# How long would you expect a new ebike to last?



## Alongo (31 Oct 2019)

How good are the motors , a lot of them are on to third and fourth generations now , so technology is proven. I know it’s a bit of a “ how long is a piece of string “ question , but , if you were spending £2500 on a new ebike, how long would you expect/hope it would last.


----------



## fossyant (31 Oct 2019)

Don't know, but I know a few E-MTB riders that have had motor issues, fortunately whilst still under warranty.


----------



## CXRAndy (31 Oct 2019)

Id expect many years of use, especially from the big motor mamanufacturers bosch, Yamaha, etc.

Even the retrofit motor makes like Tongscheng and Bafang have good reputations with spares a plenty.

If you look after the battery, dont fully charge too often, or drain to zero then 5+yrs should be easily achieved.

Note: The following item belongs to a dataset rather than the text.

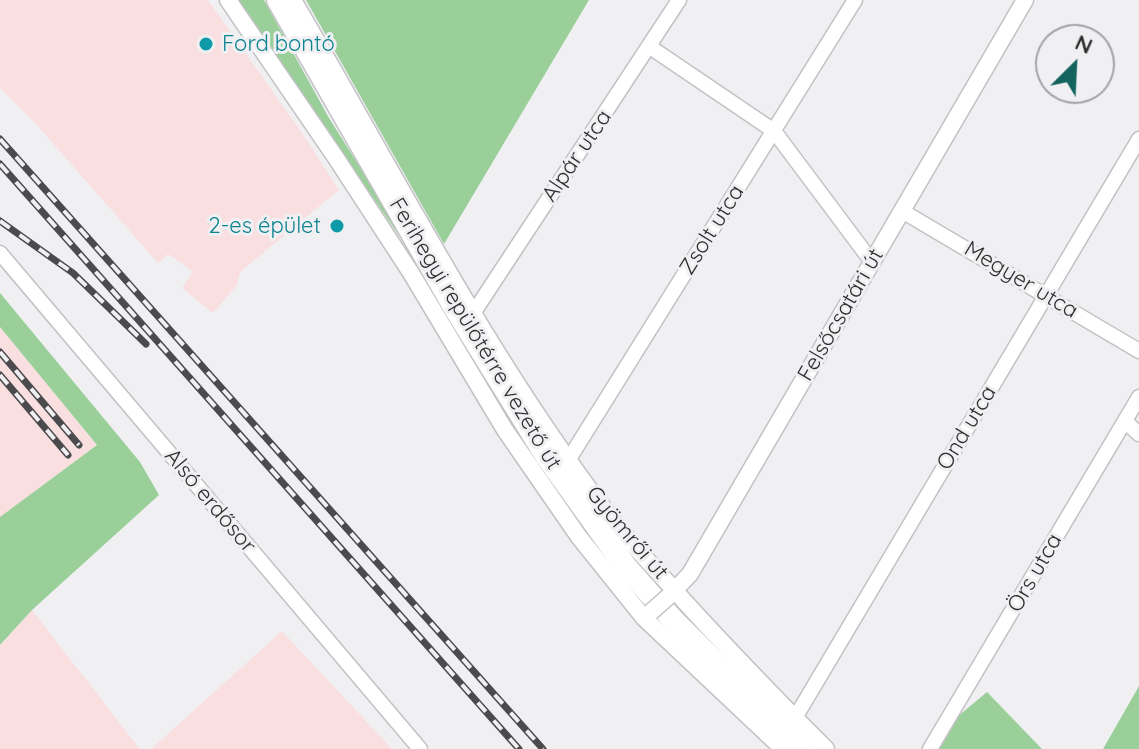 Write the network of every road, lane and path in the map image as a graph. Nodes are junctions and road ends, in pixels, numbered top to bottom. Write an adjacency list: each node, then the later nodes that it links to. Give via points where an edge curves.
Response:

I went with retrofit route, partly because I was keen to see how well they performed.


----------



## ColinJ (31 Oct 2019)

I think the motors should last a lot longer than the batteries! The batteries are expensive, so they are _potentially _(forgive pun!) an issue...


----------



## ebikeerwidnes (31 Oct 2019)

I have just sold my first ebike - I got it in 2010 and it was, I was told, 14 months old when I got it

so basically it was 10 years old and still going strong

When I sold it it had 2 batteries - the original, which had recovered a bit after having 'rested' after I bought a new battery about 5 years ago - the new one did a lot more miles and then was recelled

The ebike itself was just fine - some scratches and some surface rust on the front forks - the guy who bought it should get a lot more life out of it if he looks after it


----------



## Pale Rider (31 Oct 2019)

For £2,500 you would get an ebike with bike bits worth about £1,000.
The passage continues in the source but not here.